Winds reached 185 km/h (115 mph) and the Indian city of Kolkata, home to 15 million people, saw severe damage to buildings, power outages and destruction of infrastructure. At least 74 people were killed in West Bengal alone, 15 in Kolkata, mostly due to collapsed walls and drowning, the state's chief minister Mamata Banerjee said. A further 12 are reported dead in Bangladesh.

Bus hit by fallen tree
Kolkata has been badly hit by the stormImage: Reuters/

"We are facing three crises: The coronavirus, the thousands of migrants who are returning home and now the cyclone," said Banjeree. "The situation is more worrying than the coronavirus pandemic. We don't know how to handle it," she added.

She also pointed out that the full scale of the destruction was not yet known, as many islands in the Bay of Bengal were cut off from contact.
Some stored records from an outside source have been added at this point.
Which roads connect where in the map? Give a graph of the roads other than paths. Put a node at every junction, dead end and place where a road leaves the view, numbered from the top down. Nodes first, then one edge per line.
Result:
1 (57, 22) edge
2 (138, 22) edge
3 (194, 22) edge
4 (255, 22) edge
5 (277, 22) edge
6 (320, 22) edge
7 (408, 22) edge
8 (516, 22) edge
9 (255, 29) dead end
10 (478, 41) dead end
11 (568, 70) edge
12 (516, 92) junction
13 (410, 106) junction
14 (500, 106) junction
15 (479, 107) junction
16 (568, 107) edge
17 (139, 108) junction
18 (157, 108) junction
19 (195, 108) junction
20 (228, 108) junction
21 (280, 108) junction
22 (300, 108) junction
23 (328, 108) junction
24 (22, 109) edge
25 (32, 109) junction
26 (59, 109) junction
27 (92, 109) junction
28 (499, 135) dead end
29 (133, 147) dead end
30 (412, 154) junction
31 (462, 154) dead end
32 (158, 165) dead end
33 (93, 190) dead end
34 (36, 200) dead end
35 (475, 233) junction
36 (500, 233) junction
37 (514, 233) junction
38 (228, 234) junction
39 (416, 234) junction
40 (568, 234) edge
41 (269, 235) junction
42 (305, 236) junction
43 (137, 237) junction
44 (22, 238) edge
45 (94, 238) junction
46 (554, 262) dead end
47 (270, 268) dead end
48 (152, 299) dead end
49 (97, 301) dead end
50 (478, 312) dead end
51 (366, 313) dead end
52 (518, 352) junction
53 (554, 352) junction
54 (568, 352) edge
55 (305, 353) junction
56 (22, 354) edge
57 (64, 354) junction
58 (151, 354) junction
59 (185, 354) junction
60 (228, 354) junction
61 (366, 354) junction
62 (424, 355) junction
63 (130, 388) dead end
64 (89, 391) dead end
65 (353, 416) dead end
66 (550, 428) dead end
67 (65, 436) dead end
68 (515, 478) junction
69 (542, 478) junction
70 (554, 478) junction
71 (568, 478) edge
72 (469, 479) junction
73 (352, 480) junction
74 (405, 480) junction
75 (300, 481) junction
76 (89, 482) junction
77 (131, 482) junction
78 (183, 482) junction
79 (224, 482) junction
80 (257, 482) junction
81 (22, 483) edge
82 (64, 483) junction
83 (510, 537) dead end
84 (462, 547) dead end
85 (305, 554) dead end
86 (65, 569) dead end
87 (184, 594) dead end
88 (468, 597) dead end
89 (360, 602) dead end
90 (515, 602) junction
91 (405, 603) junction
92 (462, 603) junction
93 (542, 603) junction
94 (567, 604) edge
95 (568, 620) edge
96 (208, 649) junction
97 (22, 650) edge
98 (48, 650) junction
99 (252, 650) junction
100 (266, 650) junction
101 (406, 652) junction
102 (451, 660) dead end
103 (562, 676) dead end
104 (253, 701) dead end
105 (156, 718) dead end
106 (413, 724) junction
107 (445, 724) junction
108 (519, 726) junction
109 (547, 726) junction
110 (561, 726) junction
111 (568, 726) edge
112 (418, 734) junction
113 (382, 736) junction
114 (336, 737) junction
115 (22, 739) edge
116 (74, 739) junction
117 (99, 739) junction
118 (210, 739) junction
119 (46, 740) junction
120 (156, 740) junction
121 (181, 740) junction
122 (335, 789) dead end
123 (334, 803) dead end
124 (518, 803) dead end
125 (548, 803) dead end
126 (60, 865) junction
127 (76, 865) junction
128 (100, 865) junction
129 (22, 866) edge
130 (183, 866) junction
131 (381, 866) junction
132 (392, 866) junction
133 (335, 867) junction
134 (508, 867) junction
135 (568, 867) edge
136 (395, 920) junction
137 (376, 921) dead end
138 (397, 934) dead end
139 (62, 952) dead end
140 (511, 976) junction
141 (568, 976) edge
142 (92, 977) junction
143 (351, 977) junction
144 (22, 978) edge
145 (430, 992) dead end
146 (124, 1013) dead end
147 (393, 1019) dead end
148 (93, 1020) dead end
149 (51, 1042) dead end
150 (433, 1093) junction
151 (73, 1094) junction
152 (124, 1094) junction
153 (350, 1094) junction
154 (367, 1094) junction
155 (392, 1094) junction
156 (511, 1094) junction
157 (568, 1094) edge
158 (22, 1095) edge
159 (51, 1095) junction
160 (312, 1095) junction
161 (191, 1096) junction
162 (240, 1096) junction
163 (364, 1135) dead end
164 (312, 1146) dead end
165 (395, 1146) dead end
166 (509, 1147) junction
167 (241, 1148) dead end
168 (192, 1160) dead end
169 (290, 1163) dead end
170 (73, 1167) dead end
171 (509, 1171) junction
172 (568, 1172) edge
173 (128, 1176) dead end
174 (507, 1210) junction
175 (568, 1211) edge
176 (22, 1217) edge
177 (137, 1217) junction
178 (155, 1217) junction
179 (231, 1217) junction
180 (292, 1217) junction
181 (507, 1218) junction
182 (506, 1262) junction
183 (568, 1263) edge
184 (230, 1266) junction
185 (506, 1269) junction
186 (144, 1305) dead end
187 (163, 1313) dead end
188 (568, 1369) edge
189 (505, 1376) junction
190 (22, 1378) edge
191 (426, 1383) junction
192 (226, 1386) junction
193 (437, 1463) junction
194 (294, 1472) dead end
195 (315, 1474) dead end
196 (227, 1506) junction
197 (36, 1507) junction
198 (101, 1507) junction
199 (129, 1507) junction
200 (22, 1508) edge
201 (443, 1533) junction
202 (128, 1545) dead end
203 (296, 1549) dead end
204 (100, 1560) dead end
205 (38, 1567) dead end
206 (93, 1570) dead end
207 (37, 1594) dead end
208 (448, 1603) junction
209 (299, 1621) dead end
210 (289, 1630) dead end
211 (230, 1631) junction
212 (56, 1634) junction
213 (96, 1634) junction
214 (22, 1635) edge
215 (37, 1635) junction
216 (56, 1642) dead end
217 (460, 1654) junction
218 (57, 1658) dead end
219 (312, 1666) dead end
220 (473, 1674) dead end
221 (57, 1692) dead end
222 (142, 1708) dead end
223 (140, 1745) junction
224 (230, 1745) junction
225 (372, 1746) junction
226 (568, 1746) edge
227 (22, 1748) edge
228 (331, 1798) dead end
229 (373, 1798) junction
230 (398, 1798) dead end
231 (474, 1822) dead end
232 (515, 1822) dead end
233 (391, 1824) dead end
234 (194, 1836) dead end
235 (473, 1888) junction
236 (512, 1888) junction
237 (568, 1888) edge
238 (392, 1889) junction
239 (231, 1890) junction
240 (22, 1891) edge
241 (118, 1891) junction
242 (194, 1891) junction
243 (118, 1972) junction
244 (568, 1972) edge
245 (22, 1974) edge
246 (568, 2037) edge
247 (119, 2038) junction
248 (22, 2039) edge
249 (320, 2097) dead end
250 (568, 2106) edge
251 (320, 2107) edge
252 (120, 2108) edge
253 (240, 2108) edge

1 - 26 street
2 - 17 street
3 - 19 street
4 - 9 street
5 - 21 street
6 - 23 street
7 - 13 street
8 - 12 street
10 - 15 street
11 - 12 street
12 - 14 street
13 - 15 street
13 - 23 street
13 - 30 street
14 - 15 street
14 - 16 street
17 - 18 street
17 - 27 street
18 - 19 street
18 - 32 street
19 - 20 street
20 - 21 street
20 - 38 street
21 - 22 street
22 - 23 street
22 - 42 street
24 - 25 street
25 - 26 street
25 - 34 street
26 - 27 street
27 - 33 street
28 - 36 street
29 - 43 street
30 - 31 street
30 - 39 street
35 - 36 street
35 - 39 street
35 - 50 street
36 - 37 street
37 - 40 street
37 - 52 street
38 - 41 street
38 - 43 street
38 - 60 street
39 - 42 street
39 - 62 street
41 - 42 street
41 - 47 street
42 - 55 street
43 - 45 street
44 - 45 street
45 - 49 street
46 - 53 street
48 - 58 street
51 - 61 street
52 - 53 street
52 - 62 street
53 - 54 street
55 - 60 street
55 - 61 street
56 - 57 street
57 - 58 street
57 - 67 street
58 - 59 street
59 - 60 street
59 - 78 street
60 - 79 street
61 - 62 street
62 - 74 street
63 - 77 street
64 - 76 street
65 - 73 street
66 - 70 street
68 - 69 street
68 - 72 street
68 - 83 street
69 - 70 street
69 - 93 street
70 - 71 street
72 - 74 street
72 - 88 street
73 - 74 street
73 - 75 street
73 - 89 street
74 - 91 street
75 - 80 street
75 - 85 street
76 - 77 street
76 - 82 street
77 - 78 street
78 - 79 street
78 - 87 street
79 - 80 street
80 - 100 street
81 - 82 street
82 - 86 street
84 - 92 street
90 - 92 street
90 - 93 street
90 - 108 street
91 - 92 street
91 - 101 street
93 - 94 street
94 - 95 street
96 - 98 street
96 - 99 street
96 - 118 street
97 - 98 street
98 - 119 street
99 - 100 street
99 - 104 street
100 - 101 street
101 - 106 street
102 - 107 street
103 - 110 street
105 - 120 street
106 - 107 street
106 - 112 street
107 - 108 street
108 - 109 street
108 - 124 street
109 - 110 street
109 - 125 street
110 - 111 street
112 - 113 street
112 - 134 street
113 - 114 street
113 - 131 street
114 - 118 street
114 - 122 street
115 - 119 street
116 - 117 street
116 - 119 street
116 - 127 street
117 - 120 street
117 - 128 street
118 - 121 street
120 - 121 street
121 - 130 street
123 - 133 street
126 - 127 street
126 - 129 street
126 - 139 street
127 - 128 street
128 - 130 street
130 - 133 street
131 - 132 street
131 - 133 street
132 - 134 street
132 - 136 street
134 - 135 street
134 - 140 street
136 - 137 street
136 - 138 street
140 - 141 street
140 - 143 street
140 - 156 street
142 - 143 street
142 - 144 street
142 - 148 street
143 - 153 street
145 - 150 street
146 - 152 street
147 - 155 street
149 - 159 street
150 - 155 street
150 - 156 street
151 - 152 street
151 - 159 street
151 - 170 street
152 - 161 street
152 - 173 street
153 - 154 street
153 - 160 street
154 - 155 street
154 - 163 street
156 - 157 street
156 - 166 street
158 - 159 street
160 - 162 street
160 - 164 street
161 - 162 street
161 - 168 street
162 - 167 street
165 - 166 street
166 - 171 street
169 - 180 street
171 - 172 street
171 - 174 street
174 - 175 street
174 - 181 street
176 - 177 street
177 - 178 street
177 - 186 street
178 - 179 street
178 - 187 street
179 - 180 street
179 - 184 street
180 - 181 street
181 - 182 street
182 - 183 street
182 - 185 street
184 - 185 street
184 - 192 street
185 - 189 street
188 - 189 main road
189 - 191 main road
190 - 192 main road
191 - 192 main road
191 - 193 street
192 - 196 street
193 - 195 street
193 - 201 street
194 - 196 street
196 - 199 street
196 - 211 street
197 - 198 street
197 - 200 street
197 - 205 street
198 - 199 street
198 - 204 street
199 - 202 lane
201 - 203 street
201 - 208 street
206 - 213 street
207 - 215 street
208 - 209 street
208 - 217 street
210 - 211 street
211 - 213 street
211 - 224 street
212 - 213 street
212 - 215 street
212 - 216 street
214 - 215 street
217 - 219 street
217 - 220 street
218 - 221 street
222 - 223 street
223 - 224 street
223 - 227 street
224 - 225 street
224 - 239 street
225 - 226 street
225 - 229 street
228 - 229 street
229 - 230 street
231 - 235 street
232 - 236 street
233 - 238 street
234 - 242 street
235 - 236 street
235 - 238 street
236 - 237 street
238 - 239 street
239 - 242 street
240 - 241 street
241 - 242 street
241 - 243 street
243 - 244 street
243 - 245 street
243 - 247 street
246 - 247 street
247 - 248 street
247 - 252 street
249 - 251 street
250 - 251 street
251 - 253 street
Coronavirus slows evacuation effort

Social distancing measures introduced to slow the spread of coronavirus hampered evacuation efforts, with many people in India and Bangladesh refusing to leave their homes for fear of infection in storm shelters.

Read more: Coronavirus threatens millions displaced by extreme weather and conflict

Authorities in Bangladesh still managed to bring over 2.4 million people to shelters, where face masks are compulsory. Infection rates are soaring in the country.

The storm crossed the border from India into Bangladesh late Wednesday evening. Over a million people are without electricity and hundreds of villages are under water because of tidal surges, and many villages are completely destroyed. A dozen flood protection embankments have been breached.

Concerns were raised over the Bhasan Char island, where hundreds of Rohingya refugees are housed, and the world's largest refugee camp near Cox's Bazar in Bangladesh, where 1 million more live in cramped conditions.

The hurricane is expected to lose speed later on Thursday. Amphan was the first "super cyclone" to hit the Bay of Bengal since 1999, when 150,000 people died.